Introduction
There are various Web Services that give you a corresponding place name if you feed them a postal-code. GeoNames is such a service.
As an extra service, GeoNames provides the databases under the Creative Commons 3.0 license. First, you download a country-specific zip file from their recent database dumps and extract that.
Using the Code
If you're just interested in importing the data into your database, then run the demo. Enter a valid connection string, point the file dialog to your extracted download, and wait for the progress bar to fill up.
The source code is relatively simple, as this is a straightforward import-job. The import logic is nicely tucked away in the file "FormMain.ImportProcedure.cs". This file holds the backgroundworker-logic, which is based on a foreach
-loop:
private void backgroundWorker1_DoWork
(object sender, System.ComponentModel.DoWorkEventArgs e)
{
[...]
string[] lines = File.ReadAllLines(args.SourceFileName, Encoding.UTF8);
foreach (string line in lines)
{
string[] items = line.Split('\t');
IDbCommand sqlInsertItem = db.NewCommand(sqlInsertIntoImportTable);
sqlInsertItem.Parameters.Add(db.NewParam("countrycode", items[0]));
[...]
sqlInsertItem.Parameters.Add(db.NewParam("longitude", items[9]));
sqlInsertItem.Parameters.Add(db.NewParam("accuracy", items[10]));
sqlInsertItem.ExecuteNonQuery();
Supporting Different Database Drivers
This version supports multiple database-formats, and has been tried with SQL Server, Microsoft Access, SQL CE, SQLite, Oracle XE and Microsoft Excel.

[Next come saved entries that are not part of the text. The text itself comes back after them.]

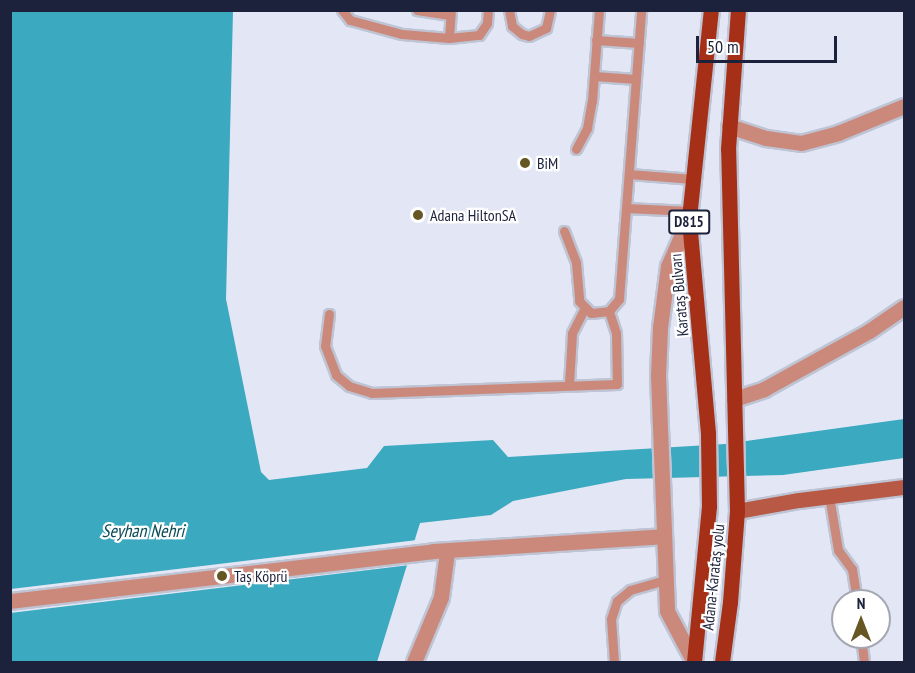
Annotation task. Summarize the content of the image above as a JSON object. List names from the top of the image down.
{
  "streets": {
    "main road": ["D815", "Karataş Bulvarı", "Adana-Karataş yolu"]
  },
  "crossings": [
    ["D815", "Adana-Karataş yolu"],
    ["Karataş Bulvarı", "Adana-Karataş yolu"]
  ],
  "water": ["Seyhan Nehri"],
  "places": ["BiM", "Adana HiltonSA", "Taș Köprü"],
  "scale_bar": "50 m",
  "north": "top"
}
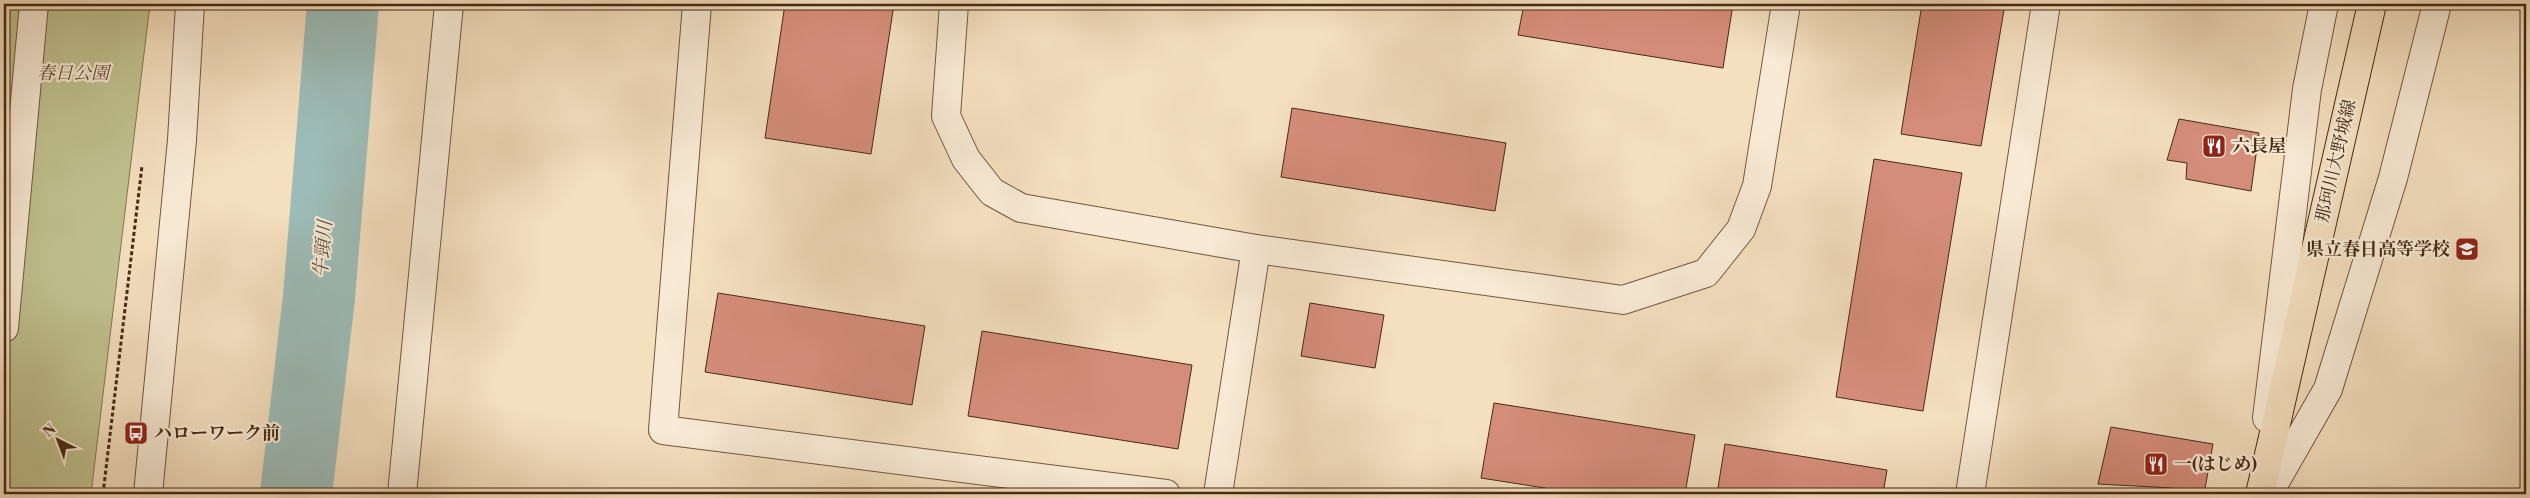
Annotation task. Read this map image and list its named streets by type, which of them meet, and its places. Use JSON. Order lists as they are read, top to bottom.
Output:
{
  "streets": {
    "main road": ["那珂川大野城線"]
  },
  "water": ["牛頸川"],
  "parks": ["春日公園"],
  "places": {
    "restaurant": ["六長屋", "一(はじめ)"],
    "school or university": ["県立春日高等学校"],
    "bus stop": ["ハローワーク前"]
  },
  "north": "top left"
}
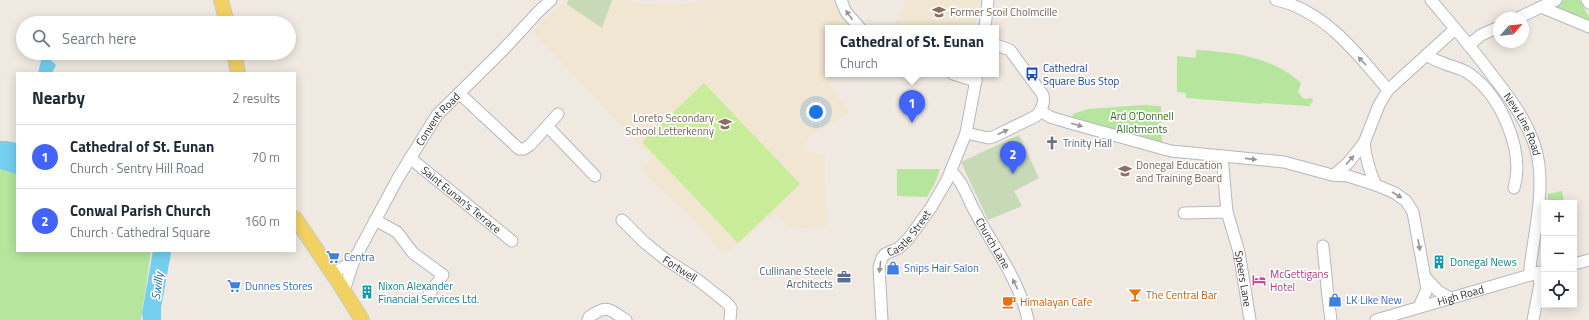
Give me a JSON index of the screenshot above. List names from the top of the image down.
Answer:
{
  "streets": {
    "street": [
      "Convent Road",
      "New Line Road",
      "Saint Eunan's Terrace",
      "Castle Street",
      "Church Lane",
      "Fortwell",
      "Speers Lane",
      "High Road"
    ]
  },
  "crossings": [
    ["Convent Road", "Saint Eunan's Terrace"],
    ["New Line Road", "High Road"],
    ["Castle Street", "Church Lane"]
  ],
  "one_way": ["Castle Street", "Church Lane"],
  "water": ["Swilly"],
  "parks": ["Ard O'Donnell Allotments"],
  "places": {
    "school or university": ["Former Scoil Cholmcille", "Loreto Secondary School Letterkenny", "Donegal Education and Training Board"],
    "bus stop": ["Cathedral Square Bus Stop"],
    "church": ["Trinity Hall"],
    "supermarket": ["Centra", "Dunnes Stores"],
    "building": ["Donegal News", "Nixon Alexander Financial Services Ltd."],
    "shop": ["Snips Hair Salon", "LK Like New"],
    "office": ["Cullinane Steele Architects"],
    "hotel": ["McGettigans Hotel"],
    "bar": ["The Central Bar"],
    "cafe": ["Himalayan Cafe"]
  },
  "north": "top right",
  "page": {
    "search": "Search here",
    "popup": ["Cathedral of St. Eunan", "Church"],
    "heading": ["Nearby", "2 results"],
    "pins": ["1", "2"],
    "list": [
      {
        "mark": "1",
        "name": "Cathedral of St. Eunan",
        "note": "Church · Sentry Hill Road",
        "value": "70 m"
      },
      {
        "mark": "2",
        "name": "Conwal Parish Church",
        "note": "Church · Cathedral Square",
        "value": "160 m"
      }
    ],
    "map_buttons": ["+", "−"]
  }
}
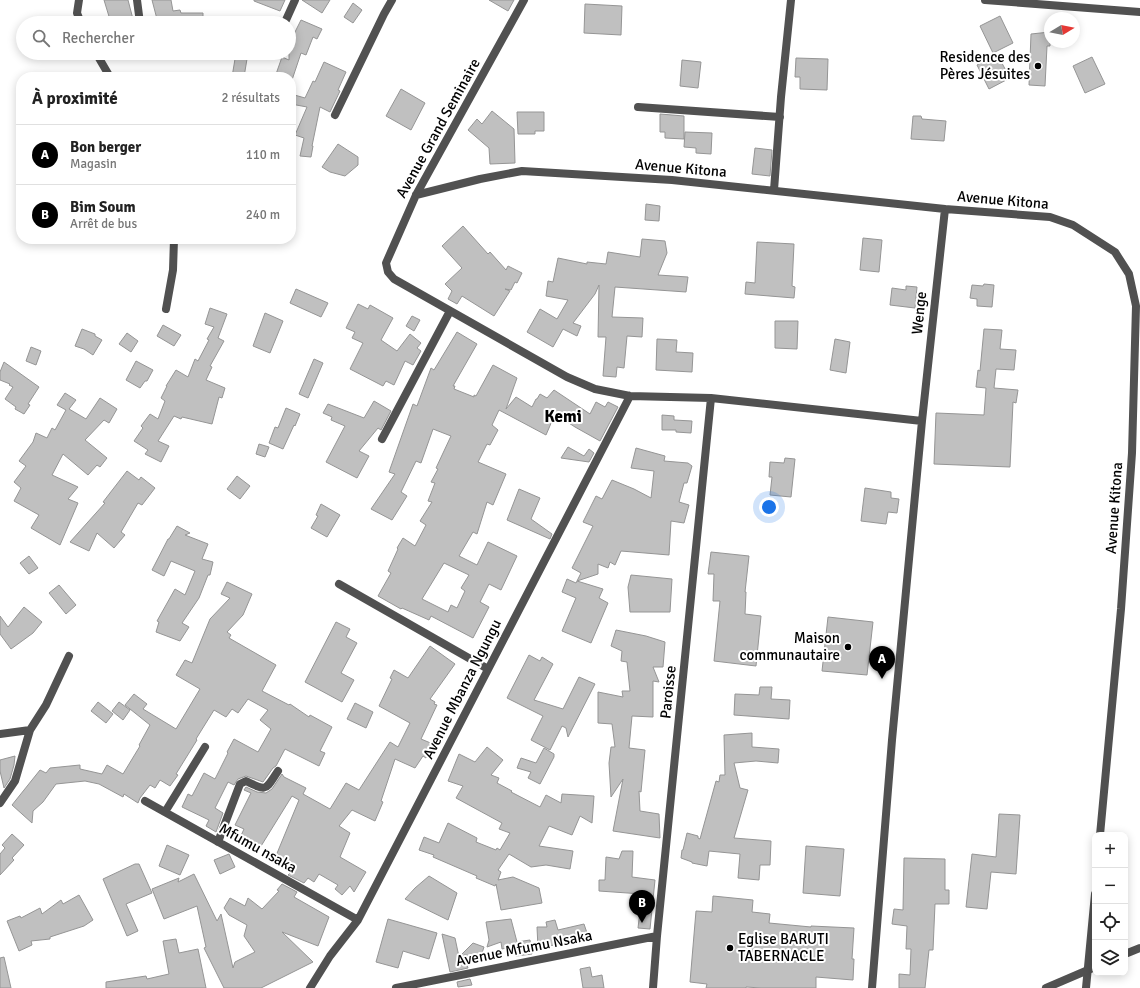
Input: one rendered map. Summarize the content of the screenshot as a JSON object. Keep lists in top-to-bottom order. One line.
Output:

The import-logic doesn't need to know the specifics of the database-driver used, and is using an interface. The interfaces get replaced by the equivalent driver that the enduser has selected, replacing the IConnection
with an object created at runtime. The creation of the appropriate objects is done by the internal DataInterface
-class, by calling the static New
method.
This method then switch
-es to the driver that the user has selected in the dropdownlist. If the user wants a SqlClient
, we return a SqlConnection
. If the user wants an OracleClient
connection, we return a connection that facilitates Oracle.
switch (dbType)
{
case DataProvider.ODBC:
{
result._con = new System.Data.Odbc.OdbcConnection(connectionString);
break;
}
case DataProvider.OleDB:
{
result._con = new System.Data.OleDb.OleDbConnection(connectionString);
break;
}
case DataProvider.OracleClient:
{
result._con =
new System.Data.OracleClient.OracleConnection(connectionString);
break;
}
case DataProvider.SqlClient:
{
result._con = new System.Data.SqlClient.SqlConnection(connectionString);
[...]
Each of these databases can be accessed by opening a connection and posting IDbCommands
that contain a SQL statement. Most databases can handle ANSI SQL commands. Take a look at Asher Barak's article "Server Indifferent SQL" for more information on the ANSI-standards.
ConnectionStrings
Some sample connections that have been used while testing this code and their testresults:
SQL Server Express 2005 (Provider: SqlClient)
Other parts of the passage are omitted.